Помолчав, она продолжала:

— Я видела на улице женщин, которым нечем кормить младенцев. Для бедняков наступили тяжелые времена. И так будет до тех пор, пока не восстановится порядок.

— В недостатке съестных припасов, от которого все мы страдаем, матушка, виноваты скупщики и спекулянты,— сказал Гамлен, нахмурившись,— они морят голодом народ и вступают в соглашения с внешними врагами, стараясь вызвать у граждан ненависть к Республике и уничтожить свободу. Вот к чему приводят заговоры приверженцев Бриссо {287}, предательство Петионов и Роланов! {288} Хорошо еще, что федералисты с оружием в руках не явятся в Париж и не перебьют патриотов, не успевших погибнуть от голода. Нельзя терпеть ни минуты: необходимо установить твердые цены на муку и гильотинировать всех, кто спекулирует съестными припасами, сеет в народе смуту или завязывает преступные сношения с заграницей. Конвент только что учредил Чрезвычайный трибунал для дел о заговорах. В него входят одни лишь патриоты, но хватит ли у них энергии, чтобы защищать отечество от всех его врагов? Будем надеяться на Робеспьера: он добродетелен. В особенности будем надеяться на Марата: он любит народ, понимает его подлинные нужды и служит им. Он первый всегда разоблачал изменников, раскрывал заговоры. Он неподкупен и неустрашим. Он один может спасти Республику, которой угрожает гибель.

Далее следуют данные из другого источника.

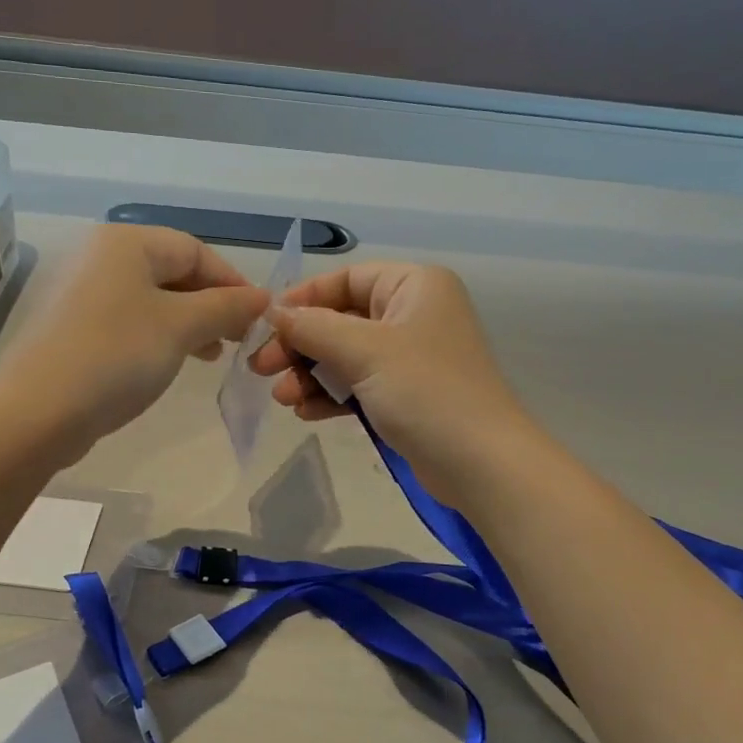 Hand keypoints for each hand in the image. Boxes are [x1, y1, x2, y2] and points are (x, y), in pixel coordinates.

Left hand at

Гражданка Гамлен покачала головой, и кокарда упала с ее чепца.

— Полно, Эварист: твой Марат такой же человек, как и все, и ничем не лучше других. Ты молод, ты увлекаешься. То, что ты сейчас говоришь о Марате, ты говорил прежде о Мирабо {289}, о Лафайете {290}, Петионе, Бриссо.

— Никогда этого не было! — запротестовал Гамлен, искренне позабыв о недавнем прошлом.

Очистив местечко на некрашеном деревянном столе, заваленном бумагами, книгами, кистями и карандашами, гражданка Гамлен поставила фаянсовый супник, две оловянных миски и кружку дешевого вина, затем положила две железных вилки и пеклеванный хлеб.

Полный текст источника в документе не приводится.